Handling 'KeyError' Exception

Yet another way to check if a key exists in a dict is through using try and except to handle the KeyError exception. When the key you’re trying to access is not in the dictionary, KeyError exception is raised. 

Note that while exceptions usually fire faster than other methods, recovering from them is extremely slow. Hence, if possible, consider other fast approaches over this one wherever possible.
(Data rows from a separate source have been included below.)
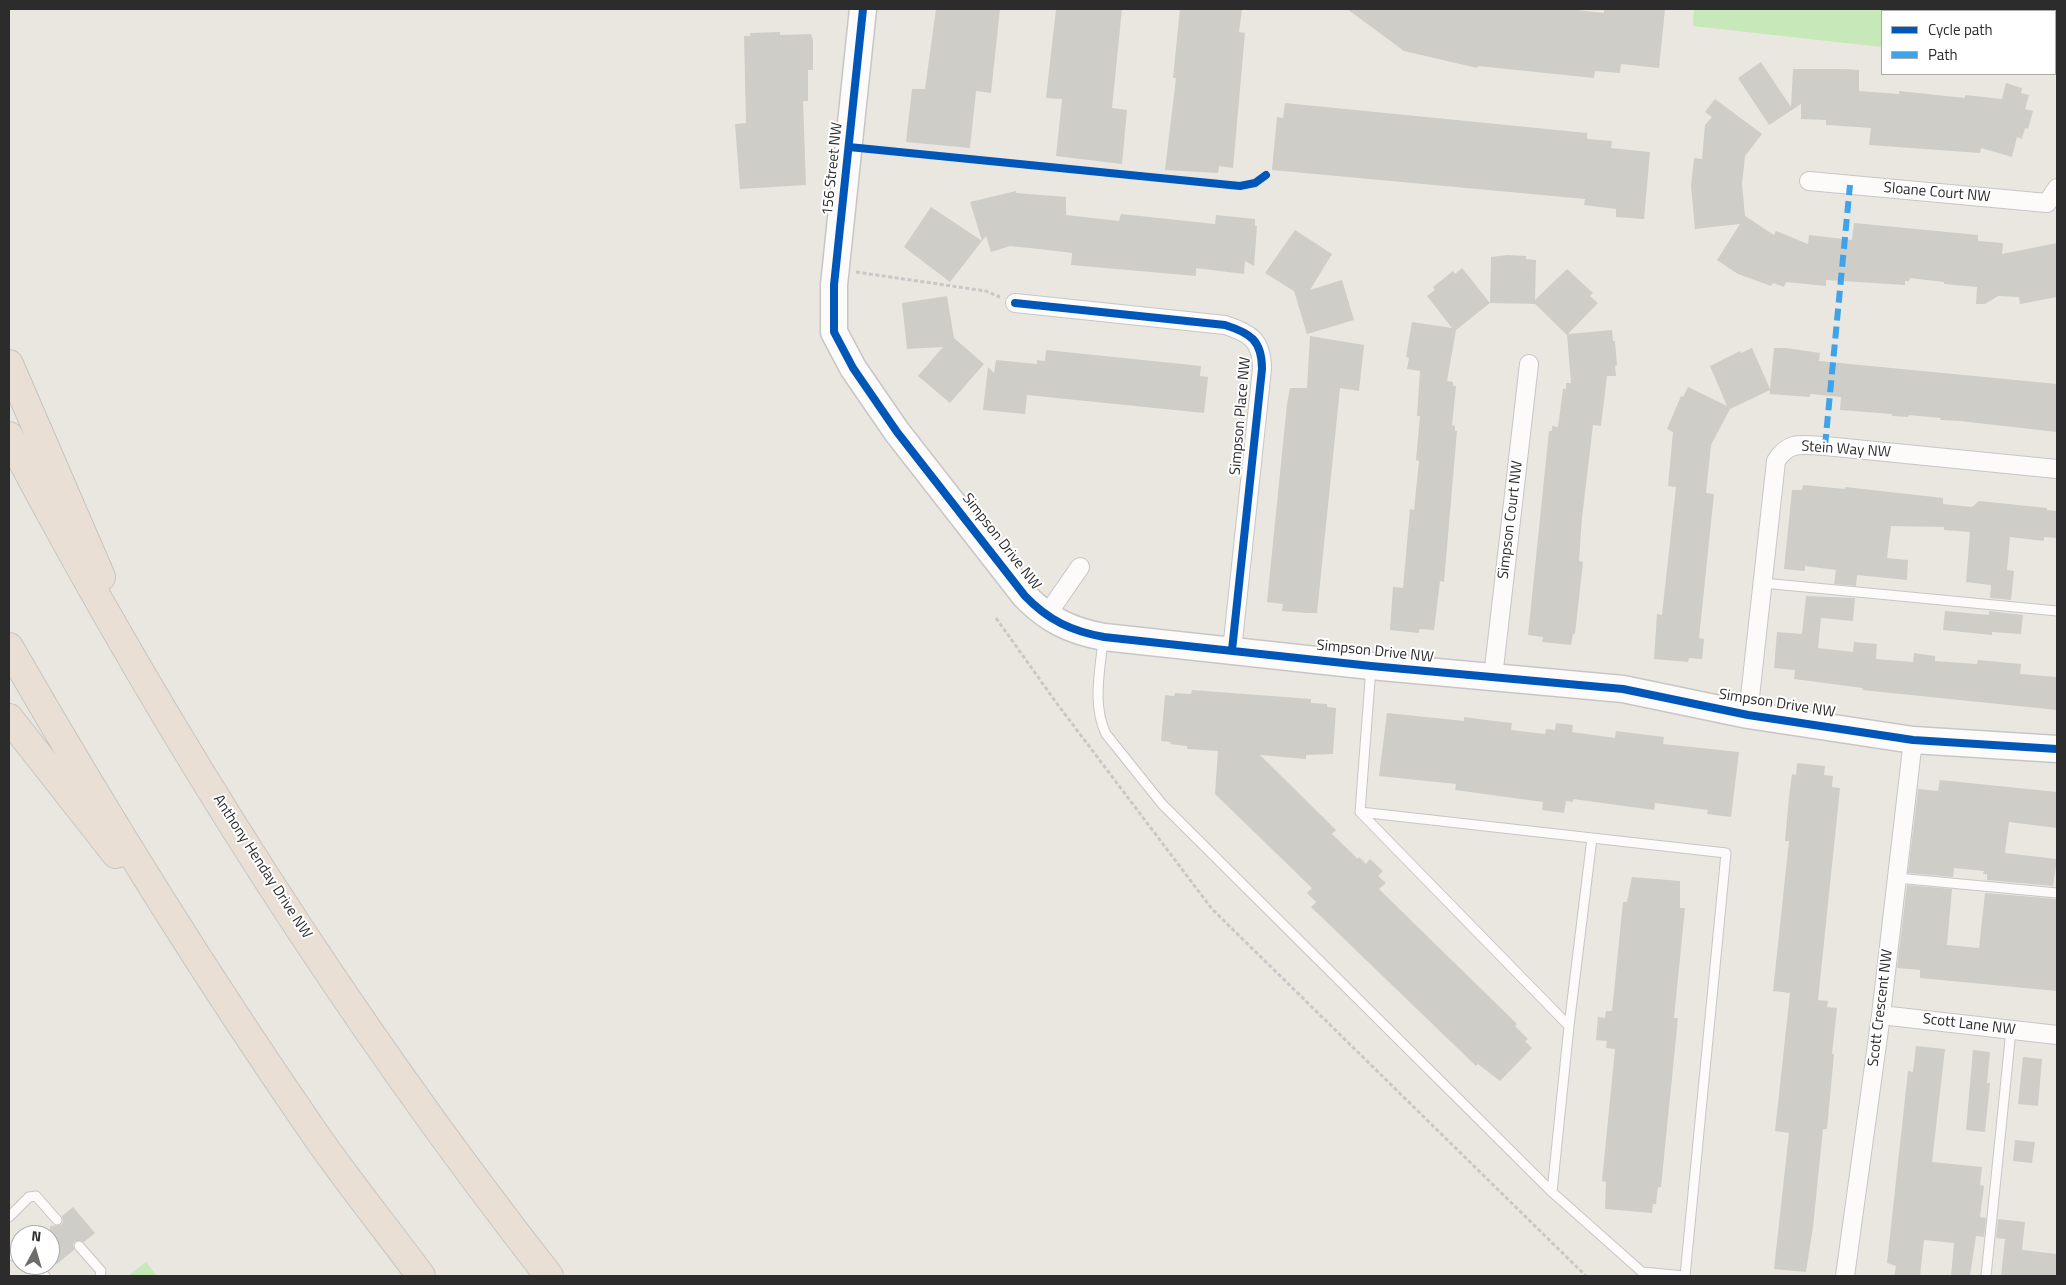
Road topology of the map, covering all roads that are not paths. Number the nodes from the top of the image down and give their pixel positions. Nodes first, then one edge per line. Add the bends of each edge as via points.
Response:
1 (863, 9) edge
2 (1809, 180) dead end
3 (2057, 188) edge
4 (1015, 303) road end
5 (834, 332) joint
6 (9, 364) edge
7 (1529, 364) dead end
8 (9, 436) edge
9 (2057, 469) edge
10 (1080, 567) dead end
11 (1763, 583) junction
12 (2057, 611) edge
13 (1046, 616) junction
14 (1104, 637) junction
15 (9, 647) edge
16 (1232, 650) junction
17 (1371, 666) junction
18 (1493, 677) junction
19 (149, 689) junction
20 (1748, 715) junction
21 (9, 718) edge
22 (1913, 740) junction
23 (2057, 749) edge
24 (1360, 812) junction
25 (1592, 838) junction
26 (1897, 878) junction
27 (2057, 893) edge
28 (193, 949) junction
29 (1881, 1015) junction
30 (1569, 1026) junction
31 (2011, 1030) junction
32 (2057, 1035) edge
33 (1552, 1192) junction
34 (9, 1217) edge
35 (57, 1220) dead end
36 (79, 1246) dead end
37 (100, 1276) edge
38 (422, 1276) edge
39 (549, 1276) edge
40 (1845, 1276) edge
41 (1986, 1276) edge

1 - 5 street, 156 Street NW via 836,269 832,316
2 - 3 street, Sloane Court NW via 2047,203
4 - 16 street, Simpson Place NW via 1225,325 1256,340 1262,355 1262,369
5 - 13 street, Simpson Drive NW via 853,368 897,432 1025,596
6 - 19 highway
7 - 18 street, Simpson Court NW
8 - 19 highway, Anthony Henday Drive NW via 70,553
9 - 11 street, Stein Way NW via 1796,445 1782,451 1776,461
10 - 13 street, Simpson Drive NW
11 - 12 lane
11 - 20 street, Stein Way NW
13 - 14 street, Simpson Drive NW via 1072,630
14 - 16 street, Simpson Drive NW
14 - 33 lane via 1099,688 1101,724 1162,804
15 - 28 highway via 61,738
16 - 17 street, Simpson Drive NW
17 - 18 street, Simpson Drive NW
17 - 24 lane
18 - 20 street, Simpson Drive NW via 1623,689
19 - 39 highway, Anthony Henday Drive NW via 280,898 392,1063
20 - 22 street, Simpson Drive NW
21 - 28 highway
22 - 23 street, Simpson Drive NW
22 - 26 street, Scott Crescent NW
24 - 25 lane
24 - 30 lane
25 - 30 lane
25 - 33 lane via 1726,853 1685,1276 1642,1272
26 - 27 lane
26 - 29 street, Scott Crescent NW
28 - 38 highway via 318,1138
29 - 31 street, Scott Lane NW
29 - 40 street, Scott Crescent NW
30 - 33 lane
31 - 32 street, Scott Lane NW
31 - 41 lane
34 - 35 lane via 28,1197 36,1196
36 - 37 lane via 101,1271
It is still a simple and really fast way to accomplish the task. 

We can simply handle the KeyError exception using try and except in the following way:

Example

dictExample = {'Apples': 10,'Bananas': 20,'Chocolate': 30}

keyToFind = 'Apples'

try:

    dictExample[keyToFind]

    print('The given key exists in the dictionary')

except KeyError as error:

    print('The given key does not exist in the dictionary')

  

keyToFind2 = 'Orange'

try:

    dictExample[keyToFind2]

    print('The given key exists in the dictionary')

except KeyError as error:

    print('The given key does not exist in the dictionary')


Output

The given key exists in the dictionary

The given key does not exist in the dictionary

Performance Comparison

Try-except is the fastest way to check if a key exists, but its use is not recommended over other comparably fast methods since recovery from try-except is much slower. 

Using the if-in statement is also one of the fastest methods for checking if a key exists in a dictionary. In essence, try-except and if-in statements are significantly quicker than other methods. But between the two, the if-in statement or using the in operator is usually recommended for the purpose.

FAQs on Finding If Key Exists in Dictionary

1. How do you check if a key exists or not in a dictionary?

You can check if a key exists or not in a dictionary using if-in statement/in operator, get(), keys(), handling 'KeyError' exception, and in versions older than Python 3, using has_key().

2. What will happen if I try to use has_key() in newer versions of Python, including and since Python 3?

If you try to use has_key() in newer versions of Python, including Python 3, you will get an Attribute error since has_key() is not available Python 3 onwards. The runtime error message will read: AttributeError: 'dict' object has no attribute 'has_key'

3. Which keyword can be used to check if a given key exists in a dictionary?

The keyword ‘in’ can be used to check if a given key exists in a dictionary or not. We can do this with the help of an if-in statement.

4. What is required in a valid dictionary key?

A dictionary key must be of a type that is immutable. So, types like integer, string, float, and boolean are acceptable, but types like lists or other dictionaries are not acceptable as keys.

5. What does the get() function return when the key does not exist?

If a value argument was provided stating what to return if a key does not exist, it returns that value; otherwise, it returns None.